“Saat menuang adonan gula jawa harus cepat, jika tidak nantinya akan mengeras dan tidak bisa di cetak. Biasanya untuk melepas gula dari cetakan sekitar 10-15 menit,” ungkapnya.
Setelah gula jawa dilepas dari cetakan, batangan gula berwarna merah itu harus diangin anginkan terlebih dahulu sambil mencetak gula jawa selanjutnya yang dituangkan dari adonan. Setelah benar-benar kering dan keras, gula jawa siap di kemas dan di pasarkan.
Proses memasak air nira sebelum menjadi Gula Jawa (Foto : Aryo Rizqi)
“Biasanya nanti ada yang ngambil gulanya ke rumah. Kalau tidak kita yang mengantar ke pengepulnya dan biasanya dihargai sekitar Rp 12.000 - Rp 12.400 ribu per kilogram. Tapi harga itu selalu naik turun, tidak menentu,” ucapnya.
Dia mengungkapkan, untuk memenuhi kebutuhan sehari-harinya dirinya hanya mengandalkan pendapatan dari membuat gula Jawa. Dia sendiri mengaku tidak mempunyai banyak pohon kelapa, sehingga suaminya selalu bergantian menderes air nira kepada pemilik pohon per lima hari.

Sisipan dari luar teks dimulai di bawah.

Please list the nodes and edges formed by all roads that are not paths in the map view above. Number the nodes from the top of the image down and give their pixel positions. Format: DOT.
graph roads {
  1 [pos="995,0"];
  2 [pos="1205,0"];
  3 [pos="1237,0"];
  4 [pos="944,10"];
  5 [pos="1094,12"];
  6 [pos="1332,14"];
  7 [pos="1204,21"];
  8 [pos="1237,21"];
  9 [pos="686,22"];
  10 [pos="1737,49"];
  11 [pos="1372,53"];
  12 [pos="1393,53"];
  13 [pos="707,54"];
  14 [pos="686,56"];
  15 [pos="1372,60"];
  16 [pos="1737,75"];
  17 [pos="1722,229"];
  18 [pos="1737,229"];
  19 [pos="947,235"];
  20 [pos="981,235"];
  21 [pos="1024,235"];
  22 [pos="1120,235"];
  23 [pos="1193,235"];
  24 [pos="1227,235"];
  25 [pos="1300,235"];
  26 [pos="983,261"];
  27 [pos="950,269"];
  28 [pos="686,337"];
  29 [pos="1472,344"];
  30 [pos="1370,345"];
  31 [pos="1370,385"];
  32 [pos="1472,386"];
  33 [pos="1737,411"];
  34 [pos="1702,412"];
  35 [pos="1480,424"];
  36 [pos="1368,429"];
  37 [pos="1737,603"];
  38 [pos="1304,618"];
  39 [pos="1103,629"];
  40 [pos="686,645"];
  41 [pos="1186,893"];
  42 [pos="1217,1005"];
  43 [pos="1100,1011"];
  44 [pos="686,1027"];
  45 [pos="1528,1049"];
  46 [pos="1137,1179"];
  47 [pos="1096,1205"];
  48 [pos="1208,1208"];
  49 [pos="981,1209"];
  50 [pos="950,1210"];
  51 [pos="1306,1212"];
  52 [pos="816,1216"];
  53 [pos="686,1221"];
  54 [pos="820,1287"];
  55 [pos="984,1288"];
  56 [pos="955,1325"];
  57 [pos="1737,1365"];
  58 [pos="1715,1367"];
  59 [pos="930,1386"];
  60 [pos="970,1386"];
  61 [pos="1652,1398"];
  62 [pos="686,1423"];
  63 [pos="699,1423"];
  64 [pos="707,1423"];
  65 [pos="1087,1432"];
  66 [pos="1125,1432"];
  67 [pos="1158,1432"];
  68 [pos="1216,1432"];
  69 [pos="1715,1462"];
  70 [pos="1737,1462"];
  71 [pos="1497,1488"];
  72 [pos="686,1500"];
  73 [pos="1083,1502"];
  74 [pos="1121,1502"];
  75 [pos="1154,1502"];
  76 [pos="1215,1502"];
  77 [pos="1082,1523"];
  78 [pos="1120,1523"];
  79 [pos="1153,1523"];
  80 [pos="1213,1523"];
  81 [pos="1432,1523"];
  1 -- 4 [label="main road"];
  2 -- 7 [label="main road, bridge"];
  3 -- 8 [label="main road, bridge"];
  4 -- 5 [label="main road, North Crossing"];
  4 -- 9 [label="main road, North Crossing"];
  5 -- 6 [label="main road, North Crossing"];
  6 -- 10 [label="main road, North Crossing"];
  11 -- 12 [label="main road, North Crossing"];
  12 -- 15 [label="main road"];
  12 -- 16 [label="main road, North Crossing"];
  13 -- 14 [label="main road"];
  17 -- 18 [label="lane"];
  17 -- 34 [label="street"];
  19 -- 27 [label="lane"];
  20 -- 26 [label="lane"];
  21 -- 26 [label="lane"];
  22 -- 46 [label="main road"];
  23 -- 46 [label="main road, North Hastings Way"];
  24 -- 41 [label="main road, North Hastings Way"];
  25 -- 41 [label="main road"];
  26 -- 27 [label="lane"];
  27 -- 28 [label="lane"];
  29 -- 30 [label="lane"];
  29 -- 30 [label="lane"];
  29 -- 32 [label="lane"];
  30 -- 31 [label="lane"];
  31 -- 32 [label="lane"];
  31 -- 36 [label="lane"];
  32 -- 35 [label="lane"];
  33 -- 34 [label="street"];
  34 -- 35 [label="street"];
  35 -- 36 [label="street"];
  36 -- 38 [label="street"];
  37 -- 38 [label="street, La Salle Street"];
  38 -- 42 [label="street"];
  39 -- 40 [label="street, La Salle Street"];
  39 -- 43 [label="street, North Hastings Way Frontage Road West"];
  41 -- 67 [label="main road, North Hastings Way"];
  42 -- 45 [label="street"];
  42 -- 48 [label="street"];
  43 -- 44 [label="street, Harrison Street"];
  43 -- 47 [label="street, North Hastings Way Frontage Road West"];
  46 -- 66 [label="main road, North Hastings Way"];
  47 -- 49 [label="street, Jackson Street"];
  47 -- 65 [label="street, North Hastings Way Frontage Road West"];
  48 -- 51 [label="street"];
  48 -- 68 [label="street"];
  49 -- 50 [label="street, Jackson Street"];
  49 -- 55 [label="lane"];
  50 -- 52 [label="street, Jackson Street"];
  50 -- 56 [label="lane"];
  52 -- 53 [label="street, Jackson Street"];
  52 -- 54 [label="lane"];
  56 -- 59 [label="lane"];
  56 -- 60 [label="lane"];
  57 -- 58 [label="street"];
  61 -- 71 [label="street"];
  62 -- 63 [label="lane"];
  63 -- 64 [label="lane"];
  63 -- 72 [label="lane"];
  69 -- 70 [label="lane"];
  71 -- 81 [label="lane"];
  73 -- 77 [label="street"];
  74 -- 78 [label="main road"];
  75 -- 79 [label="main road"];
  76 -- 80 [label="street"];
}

“Jadi perlima hari kita bagi bagi air nira dari pohon kelapa. Lima hari air nira ke suami saya yang menderes, lima hari kemudian air nira di berikan ke pemilik pohon, jadi sama –sama untung, saya bisa buat gula, pemilik pohon juga bisa buat gula,” ungkapnya.
Namun, saat ini dia sangat menyesalkan dengan banyaknya pengerajin gula jawa yang sudah tidak jujur, diantara mereka banyak yang hanya mencari keuntungan semata tapi tidak melihat bahaya dari sesuatu yang dilakukannya tersebut, dia mencontohkan, banyak diantara para pembuat gula yang mencampurkan obat kedalam proses pembuatan gula Jawa, gunanya agar gula Jawa yang nantinya akan dijual hasilnya bagus, dan coklat cerah.
“Makanya para pengrajin disini tahu mana gula Jawa yang pakai obat dan mana yang asli. Yang asli itu gulanya biasa saja tidak terlalu mencolok warnanya,” ujarnya.
Para pengrajin di desa tersebut biasanya menggunakan kulit manggis dan air kapur dari batu gamping yang dituangkan ke pongkor saat akan menyadap nira. Itu fungsinya untuk mengeraskan gula Jawa dan mengawetkannya secara alami, bukan dengan menggantikannya dengan obat-obatan.